→ EXERCISE REQUIREMENTS
Repeat the entries in full. Each line must match exactly.

→ PROVIDED MATERIAL
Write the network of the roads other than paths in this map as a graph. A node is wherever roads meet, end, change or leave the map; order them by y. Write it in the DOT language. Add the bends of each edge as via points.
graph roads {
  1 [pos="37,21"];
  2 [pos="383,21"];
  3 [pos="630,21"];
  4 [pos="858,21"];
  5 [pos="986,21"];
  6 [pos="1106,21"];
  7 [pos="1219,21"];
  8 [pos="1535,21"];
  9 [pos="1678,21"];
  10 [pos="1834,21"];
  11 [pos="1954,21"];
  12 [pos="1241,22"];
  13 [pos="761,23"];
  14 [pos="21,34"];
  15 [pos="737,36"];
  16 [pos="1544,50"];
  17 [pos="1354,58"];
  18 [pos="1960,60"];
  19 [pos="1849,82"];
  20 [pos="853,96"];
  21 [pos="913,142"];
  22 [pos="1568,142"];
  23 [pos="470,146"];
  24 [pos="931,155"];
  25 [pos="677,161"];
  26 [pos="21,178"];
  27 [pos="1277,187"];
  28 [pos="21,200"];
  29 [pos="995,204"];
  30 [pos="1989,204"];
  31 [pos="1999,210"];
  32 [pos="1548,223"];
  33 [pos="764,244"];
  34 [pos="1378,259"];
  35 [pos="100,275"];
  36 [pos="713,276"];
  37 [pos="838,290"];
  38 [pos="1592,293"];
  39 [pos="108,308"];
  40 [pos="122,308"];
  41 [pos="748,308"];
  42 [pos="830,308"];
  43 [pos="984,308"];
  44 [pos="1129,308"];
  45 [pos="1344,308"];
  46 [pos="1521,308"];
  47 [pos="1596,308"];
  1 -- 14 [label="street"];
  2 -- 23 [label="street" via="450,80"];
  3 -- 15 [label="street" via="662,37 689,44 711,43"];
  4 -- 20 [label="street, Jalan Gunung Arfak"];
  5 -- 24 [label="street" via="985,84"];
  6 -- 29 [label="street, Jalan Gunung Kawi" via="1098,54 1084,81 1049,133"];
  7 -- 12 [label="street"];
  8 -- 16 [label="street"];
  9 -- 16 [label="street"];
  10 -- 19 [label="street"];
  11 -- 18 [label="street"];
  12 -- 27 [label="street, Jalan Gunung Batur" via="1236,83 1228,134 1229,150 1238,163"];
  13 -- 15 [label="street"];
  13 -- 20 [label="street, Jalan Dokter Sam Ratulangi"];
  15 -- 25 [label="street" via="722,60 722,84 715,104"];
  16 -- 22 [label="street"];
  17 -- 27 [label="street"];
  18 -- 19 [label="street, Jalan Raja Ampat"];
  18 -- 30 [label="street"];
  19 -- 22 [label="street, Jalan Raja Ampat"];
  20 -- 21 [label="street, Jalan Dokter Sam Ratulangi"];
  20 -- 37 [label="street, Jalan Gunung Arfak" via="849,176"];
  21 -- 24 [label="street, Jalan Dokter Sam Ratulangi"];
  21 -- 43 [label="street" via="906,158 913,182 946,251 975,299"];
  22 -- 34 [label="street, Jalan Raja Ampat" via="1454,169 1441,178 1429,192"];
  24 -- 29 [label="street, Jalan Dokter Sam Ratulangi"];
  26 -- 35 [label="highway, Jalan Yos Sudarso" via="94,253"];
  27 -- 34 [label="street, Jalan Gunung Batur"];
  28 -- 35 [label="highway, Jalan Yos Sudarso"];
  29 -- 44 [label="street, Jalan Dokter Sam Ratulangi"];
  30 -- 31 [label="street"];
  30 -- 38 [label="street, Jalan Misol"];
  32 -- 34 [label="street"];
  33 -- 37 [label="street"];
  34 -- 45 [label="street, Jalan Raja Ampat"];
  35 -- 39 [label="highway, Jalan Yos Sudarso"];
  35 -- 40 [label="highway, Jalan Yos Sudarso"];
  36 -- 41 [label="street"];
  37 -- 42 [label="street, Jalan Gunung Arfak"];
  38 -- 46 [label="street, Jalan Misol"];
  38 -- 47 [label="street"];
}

→ RESULT FOR THIS EXERCISE
Write the network of the roads other than paths in this map as a graph. A node is wherever roads meet, end, change or leave the map; order them by y. Write it in the DOT language. Add the bends of each edge as via points.
graph roads {
  1 [pos="37,21"];
  2 [pos="383,21"];
  3 [pos="630,21"];
  4 [pos="858,21"];
  5 [pos="986,21"];
  6 [pos="1106,21"];
  7 [pos="1219,21"];
  8 [pos="1535,21"];
  9 [pos="1678,21"];
  10 [pos="1834,21"];
  11 [pos="1954,21"];
  12 [pos="1241,22"];
  13 [pos="761,23"];
  14 [pos="21,34"];
  15 [pos="737,36"];
  16 [pos="1544,50"];
  17 [pos="1354,58"];
  18 [pos="1960,60"];
  19 [pos="1849,82"];
  20 [pos="853,96"];
  21 [pos="913,142"];
  22 [pos="1568,142"];
  23 [pos="470,146"];
  24 [pos="931,155"];
  25 [pos="677,161"];
  26 [pos="21,178"];
  27 [pos="1277,187"];
  28 [pos="21,200"];
  29 [pos="995,204"];
  30 [pos="1989,204"];
  31 [pos="1999,210"];
  32 [pos="1548,223"];
  33 [pos="764,244"];
  34 [pos="1378,259"];
  35 [pos="100,275"];
  36 [pos="713,276"];
  37 [pos="838,290"];
  38 [pos="1592,293"];
  39 [pos="108,308"];
  40 [pos="122,308"];
  41 [pos="748,308"];
  42 [pos="830,308"];
  43 [pos="984,308"];
  44 [pos="1129,308"];
  45 [pos="1344,308"];
  46 [pos="1521,308"];
  47 [pos="1596,308"];
  1 -- 14 [label="street"];
  2 -- 23 [label="street" via="450,80"];
  3 -- 15 [label="street" via="662,37 689,44 711,43"];
  4 -- 20 [label="street, Jalan Gunung Arfak"];
  5 -- 24 [label="street" via="985,84"];
  6 -- 29 [label="street, Jalan Gunung Kawi" via="1098,54 1084,81 1049,133"];
  7 -- 12 [label="street"];
  8 -- 16 [label="street"];
  9 -- 16 [label="street"];
  10 -- 19 [label="street"];
  11 -- 18 [label="street"];
  12 -- 27 [label="street, Jalan Gunung Batur" via="1236,83 1228,134 1229,150 1238,163"];
  13 -- 15 [label="street"];
  13 -- 20 [label="street, Jalan Dokter Sam Ratulangi"];
  15 -- 25 [label="street" via="722,60 722,84 715,104"];
  16 -- 22 [label="street"];
  17 -- 27 [label="street"];
  18 -- 19 [label="street, Jalan Raja Ampat"];
  18 -- 30 [label="street"];
  19 -- 22 [label="street, Jalan Raja Ampat"];
  20 -- 21 [label="street, Jalan Dokter Sam Ratulangi"];
  20 -- 37 [label="street, Jalan Gunung Arfak" via="849,176"];
  21 -- 24 [label="street, Jalan Dokter Sam Ratulangi"];
  21 -- 43 [label="street" via="906,158 913,182 946,251 975,299"];
  22 -- 34 [label="street, Jalan Raja Ampat" via="1454,169 1441,178 1429,192"];
  24 -- 29 [label="street, Jalan Dokter Sam Ratulangi"];
  26 -- 35 [label="highway, Jalan Yos Sudarso" via="94,253"];
  27 -- 34 [label="street, Jalan Gunung Batur"];
  28 -- 35 [label="highway, Jalan Yos Sudarso"];
  29 -- 44 [label="street, Jalan Dokter Sam Ratulangi"];
  30 -- 31 [label="street"];
  30 -- 38 [label="street, Jalan Misol"];
  32 -- 34 [label="street"];
  33 -- 37 [label="street"];
  34 -- 45 [label="street, Jalan Raja Ampat"];
  35 -- 39 [label="highway, Jalan Yos Sudarso"];
  35 -- 40 [label="highway, Jalan Yos Sudarso"];
  36 -- 41 [label="street"];
  37 -- 42 [label="street, Jalan Gunung Arfak"];
  38 -- 46 [label="street, Jalan Misol"];
  38 -- 47 [label="street"];
}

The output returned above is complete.